Ein relativ berechneter Aktivitätsindex ist ein Ansatz dieser Problematik Rechnung zu tragen. Ein solcher Index ermöglicht vergleichbare Aussagen über Anzahl und Aufenthaltsdauer der Arten an den jeweiligen Standorten und bietet eine gewisse Unabhängigkeit von den verwendeten Aufnahmegeräten und deren jeweiligen Einstellungen.

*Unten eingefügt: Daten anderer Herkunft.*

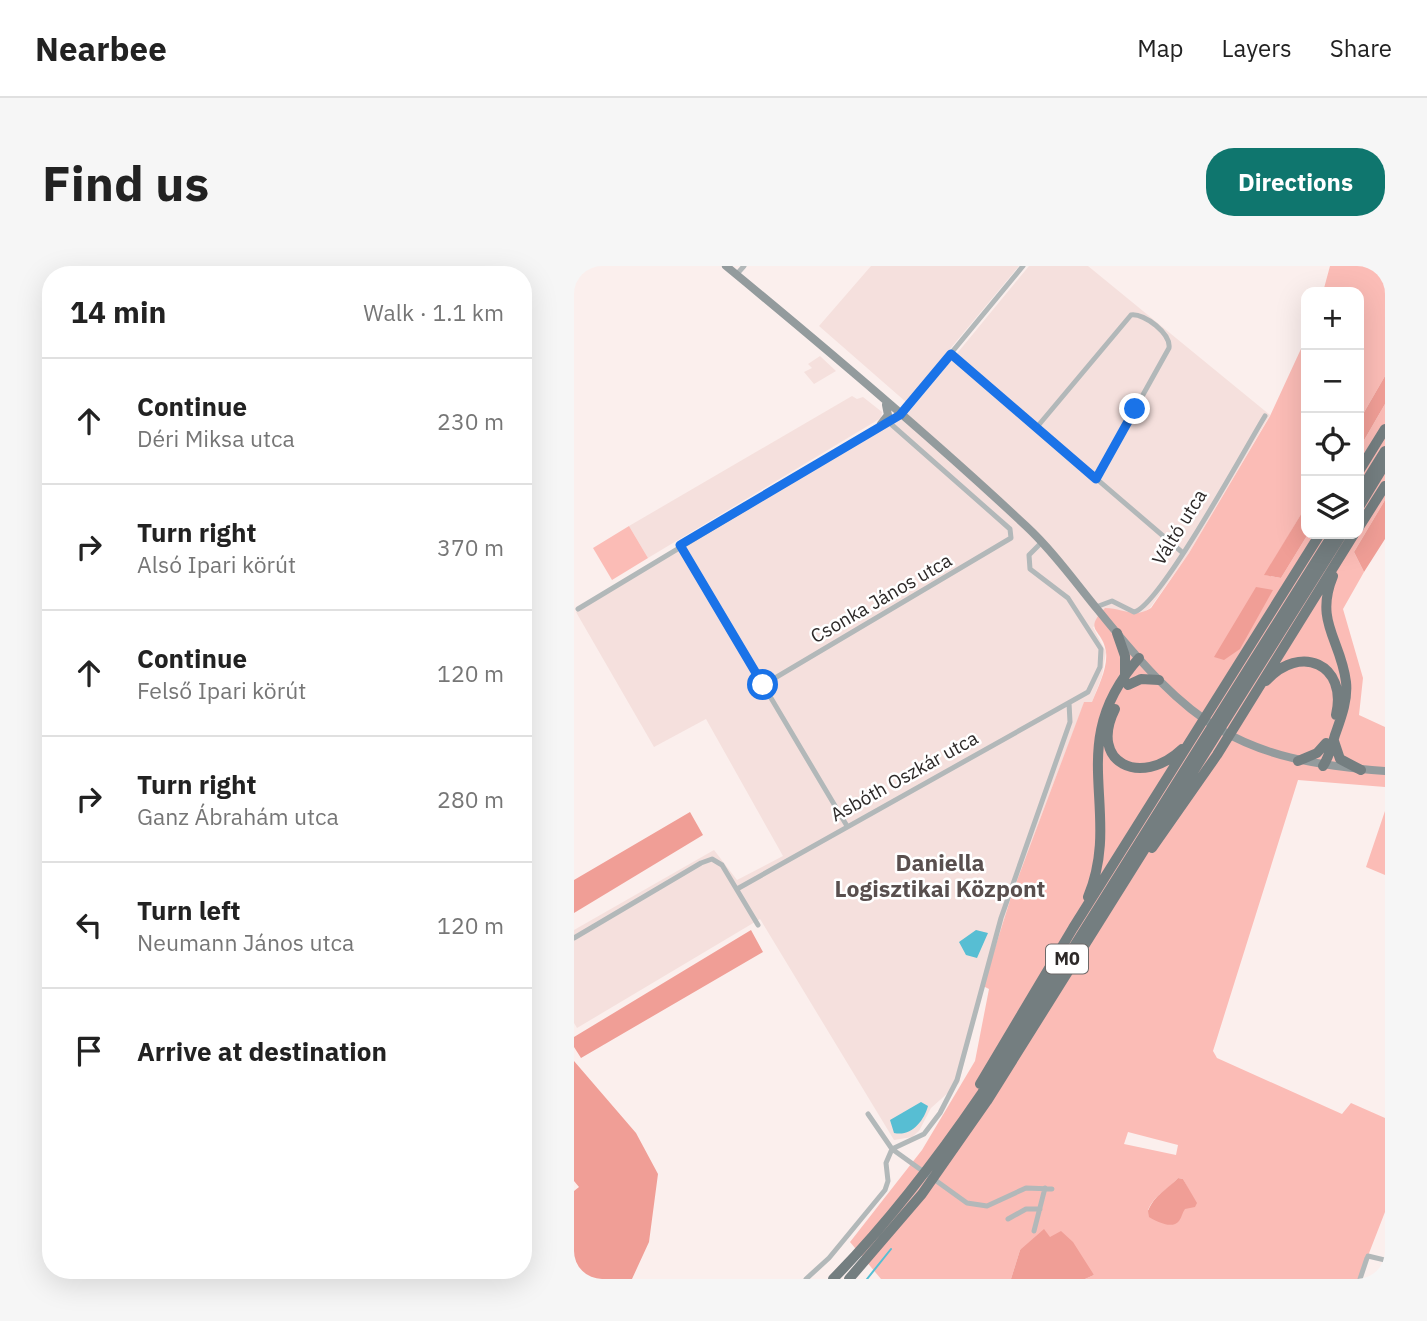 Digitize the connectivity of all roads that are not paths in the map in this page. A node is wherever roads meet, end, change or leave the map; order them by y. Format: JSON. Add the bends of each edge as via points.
{"nodes":[{"id":1,"x":726,"y":266,"type":"edge"},
{"id":2,"x":744,"y":266,"type":"edge"},
{"id":3,"x":1023,"y":266,"type":"edge"},
{"id":4,"x":736,"y":275,"type":"junction"},
{"id":5,"x":951,"y":354,"type":"junction"},
{"id":6,"x":884,"y":402,"type":"junction"},
{"id":7,"x":900,"y":415,"type":"junction"},
{"id":8,"x":1265,"y":416,"type":"dead end"},
{"id":9,"x":890,"y":420,"type":"junction"},
{"id":10,"x":881,"y":424,"type":"junction"},
{"id":11,"x":1037,"y":427,"type":"junction"},
{"id":12,"x":1385,"y":429,"type":"edge"},
{"id":13,"x":1385,"y":451,"type":"edge"},
{"id":14,"x":1364,"y":463,"type":"edge"},
{"id":15,"x":1385,"y":464,"type":"edge"},
{"id":16,"x":1096,"y":479,"type":"junction"},
{"id":17,"x":1364,"y":485,"type":"edge"},
{"id":18,"x":1385,"y":486,"type":"edge"},
{"id":19,"x":1364,"y":499,"type":"edge"},
{"id":20,"x":1364,"y":519,"type":"edge"},
{"id":21,"x":1317,"y":539,"type":"edge"},
{"id":22,"x":1330,"y":539,"type":"edge"},
{"id":23,"x":1339,"y":539,"type":"edge"},
{"id":24,"x":1351,"y":539,"type":"edge"},
{"id":25,"x":1042,"y":542,"type":"junction"},
{"id":26,"x":680,"y":545,"type":"junction"},
{"id":27,"x":1344,"y":550,"type":"junction"},
{"id":28,"x":1183,"y":553,"type":"junction"},
{"id":29,"x":1096,"y":607,"type":"junction"},
{"id":30,"x":578,"y":609,"type":"dead end"},
{"id":31,"x":1116,"y":633,"type":"junction"},
{"id":32,"x":1139,"y":658,"type":"junction"},
{"id":33,"x":1159,"y":681,"type":"junction"},
{"id":34,"x":1126,"y":682,"type":"junction"},
{"id":35,"x":763,"y":685,"type":"junction"},
{"id":36,"x":1069,"y":703,"type":"junction"},
{"id":37,"x":1247,"y":706,"type":"junction"},
{"id":38,"x":1196,"y":732,"type":"junction"},
{"id":39,"x":1330,"y":740,"type":"junction"},
{"id":40,"x":1298,"y":761,"type":"junction"},
{"id":41,"x":1322,"y":766,"type":"junction"},
{"id":42,"x":1361,"y":770,"type":"junction"},
{"id":43,"x":1385,"y":771,"type":"edge"},
{"id":44,"x":847,"y":826,"type":"junction"},
{"id":45,"x":1127,"y":878,"type":"junction"},
{"id":46,"x":737,"y":889,"type":"junction"},
{"id":47,"x":758,"y":925,"type":"dead end"},
{"id":48,"x":1073,"y":928,"type":"junction"},
{"id":49,"x":574,"y":938,"type":"edge"},
{"id":50,"x":868,"y":1114,"type":"dead end"},
{"id":51,"x":892,"y":1149,"type":"junction"},
{"id":52,"x":932,"y":1166,"type":"junction"},
{"id":53,"x":1040,"y":1209,"type":"junction"},
{"id":54,"x":1008,"y":1219,"type":"dead end"},
{"id":55,"x":1034,"y":1231,"type":"dead end"},
{"id":56,"x":1385,"y":1261,"type":"edge"},
{"id":57,"x":806,"y":1279,"type":"edge"},
{"id":58,"x":833,"y":1279,"type":"edge"},
{"id":59,"x":849,"y":1279,"type":"edge"},
{"id":60,"x":1360,"y":1279,"type":"edge"}],
"edges":[{"from":1,"to":4,"type":"main road"},
{"from":2,"to":4,"type":"street"},
{"from":3,"to":5,"type":"street"},
{"from":4,"to":6,"type":"main road"},
{"from":5,"to":7,"type":"street"},
{"from":5,"to":11,"type":"street"},
{"from":6,"to":7,"type":"main road"},
{"from":6,"to":10,"type":"main road","via":[[888,415]]},
{"from":7,"to":9,"type":"street"},
{"from":7,"to":25,"type":"main road"},
{"from":8,"to":28,"type":"street","name":"Váltó utca"},
{"from":9,"to":10,"type":"street"},
{"from":9,"to":35,"type":"street","name":"Csonka János utca","via":[[1010,529],[1010,541]]},
{"from":10,"to":26,"type":"street"},
{"from":11,"to":16,"type":"street"},
{"from":11,"to":16,"type":"street","via":[[1131,315],[1142,316],[1164,334],[1170,348]]},
{"from":12,"to":14,"type":"highway"},
{"from":13,"to":17,"type":"highway"},
{"from":15,"to":19,"type":"highway"},
{"from":16,"to":28,"type":"street"},
{"from":18,"to":20,"type":"highway"},
{"from":21,"to":38,"type":"highway"},
{"from":22,"to":52,"type":"highway","number":"M0","via":[[1017,1039]]},
{"from":23,"to":45,"type":"highway","number":"M0"},
{"from":24,"to":27,"type":"highway"},
{"from":25,"to":29,"type":"main road"},
{"from":25,"to":36,"type":"street","name":"Asbóth Oszkár utca","via":[[1029,555],[1030,569],[1068,598],[1101,649],[1100,667],[1088,692]]},
{"from":26,"to":30,"type":"street"},
{"from":26,"to":35,"type":"street"},
{"from":27,"to":37,"type":"highway"},
{"from":27,"to":39,"type":"highway","via":[[1326,601],[1328,632],[1346,686],[1346,702]]},
{"from":28,"to":29,"type":"street","name":"Váltó utca","via":[[1142,610],[1131,612],[1108,601]]},
{"from":29,"to":31,"type":"main road"},
{"from":31,"to":32,"type":"main road"},
{"from":31,"to":34,"type":"highway","via":[[1125,656]]},
{"from":32,"to":33,"type":"main road"},
{"from":32,"to":34,"type":"highway"},
{"from":33,"to":34,"type":"highway"},
{"from":33,"to":40,"type":"main road","via":[[1191,712],[1239,741]]},
{"from":34,"to":38,"type":"highway","via":[[1108,724],[1108,740],[1120,762],[1141,769],[1158,766]]},
{"from":34,"to":48,"type":"highway","via":[[1105,714],[1098,735],[1100,855],[1093,886]]},
{"from":35,"to":44,"type":"street"},
{"from":36,"to":44,"type":"street","name":"Asbóth Oszkár utca"},
{"from":36,"to":51,"type":"street","via":[[1070,722],[1001,918],[957,1080],[924,1134]]},
{"from":37,"to":39,"type":"highway","via":[[1270,676],[1287,664],[1319,665],[1330,673],[1338,692]]},
{"from":37,"to":45,"type":"highway","via":[[1189,796]]},
{"from":38,"to":48,"type":"highway"},
{"from":39,"to":40,"type":"highway","via":[[1317,753]]},
{"from":39,"to":41,"type":"highway"},
{"from":39,"to":42,"type":"highway","via":[[1340,759]]},
{"from":40,"to":41,"type":"main road"},
{"from":41,"to":42,"type":"main road"},
{"from":42,"to":43,"type":"main road"},
{"from":44,"to":46,"type":"street","name":"Asbóth Oszkár utca"},
{"from":45,"to":59,"type":"highway","number":"M0","via":[[950,1156]]},
{"from":46,"to":47,"type":"street"},
{"from":46,"to":49,"type":"street","via":[[720,863],[707,861]]},
{"from":48,"to":52,"type":"highway"},
{"from":50,"to":51,"type":"street"},
{"from":51,"to":53,"type":"street","via":[[967,1203],[982,1206],[999,1203],[1026,1188],[1048,1189]]},
{"from":51,"to":57,"type":"street","via":[[886,1163],[885,1190]]},
{"from":52,"to":58,"type":"highway","number":"M0"},
{"from":53,"to":54,"type":"street","via":[[1026,1209]]},
{"from":53,"to":55,"type":"street"},
{"from":56,"to":60,"type":"street","via":[[1368,1257]]}]} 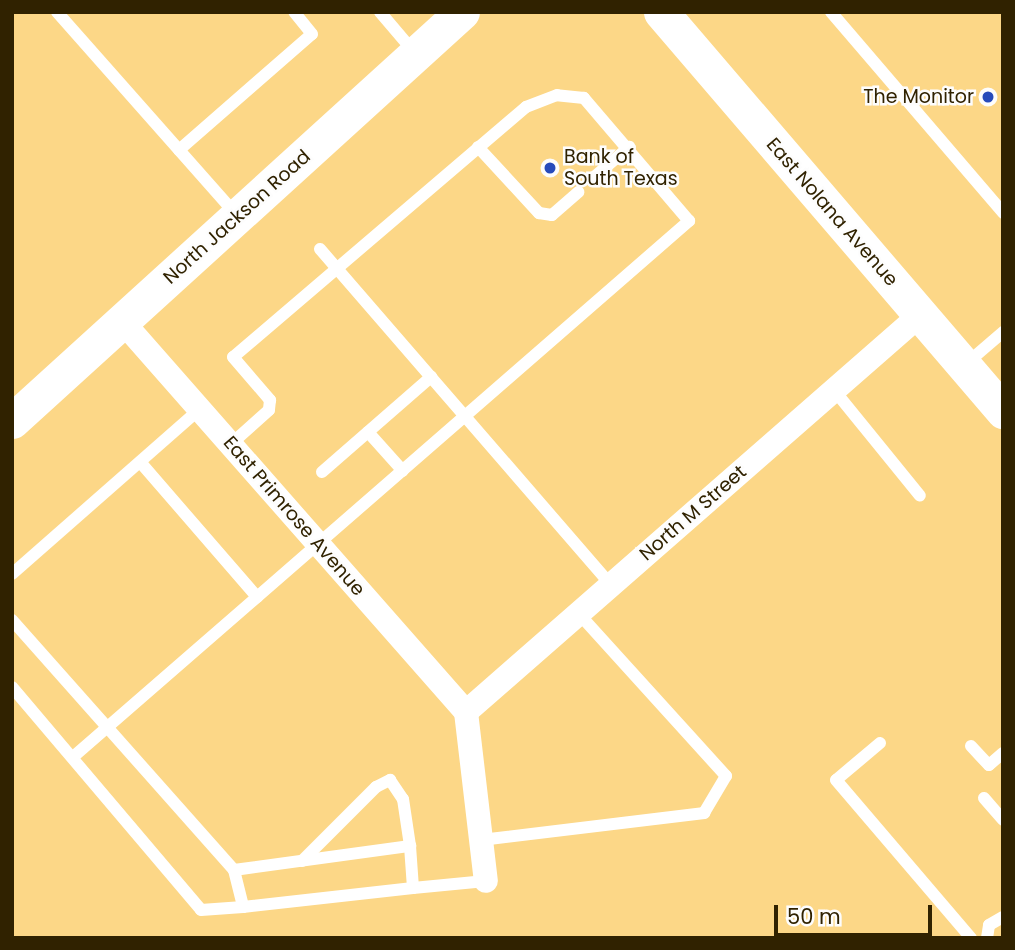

Direkter Vergleich von Arten
Die unterschiedlichen Jagdweisen und Ortungsrufe der Arten haben starken Einfluss auf die erhaltenen Daten. Die unterschiedliche Ruflautstärke und die frequenzabhängige Reichweite der Rufe erschweren den artübergreifenden Vergleich. Aus diesem Grund sollten Aktivitätsindizes jeweils nur für eine bestimmte Artengruppe herangezogen werden, um z.B. die Fledermausaktivität zwischen Standorten (Habitatnutzung), zwischen Nächten oder auch zwischen Jahreszeiten oder Jahren vergleichen zu können.
Literatur zu akustische Erfassungsmethoden
- „Akustische Erfassung, Bestimmung und Bewertung von Fledermausaktivität“
(Volker Runkel, Guido Gerding, 2016) - „Handbuch: Praxis der akustischen Fledermauserfassung“
(Volker Runkel, Guido Gerding, Ulrich Marckmann, 2018)
Bestimmungssicherheit im Endergebnis
Die Artbestimmung im Endergebnis ist als subjektives Urteil des Autors zu verstehen. Die jeweiligen Entscheidungen über die Art werden in einem aufwendigen Verfahren nach bestem Wissen und Gewissen getroffen, aber es kann keine Gewähr für die Bestimmung gegeben werden.
Die Prozentzahl der Bestimmungssicherheit im Endergebnis ist lediglich ein berechneter Mittelwert aus den statistischen Daten der Analyse-Software und hat indikativen Charakter.
Die Rohdaten der Aufnahmen werden zusammen mit den Ergebnissen veröffentlicht. Auf diese Weise können alle Bestimmungen von Dritten nachvollzogen und ggf. korrigiert werden.
Auch können die Daten später neu evaluiert werden, wenn z.B. mehr Beobachtungserfahrung und Expertise bei der Analyse gesammelt und bessere Aufnahmetechniken entwickelt wurden.
Daher ist dieser Bericht und das Ergebnis als „Work in progress“ zu betrachten.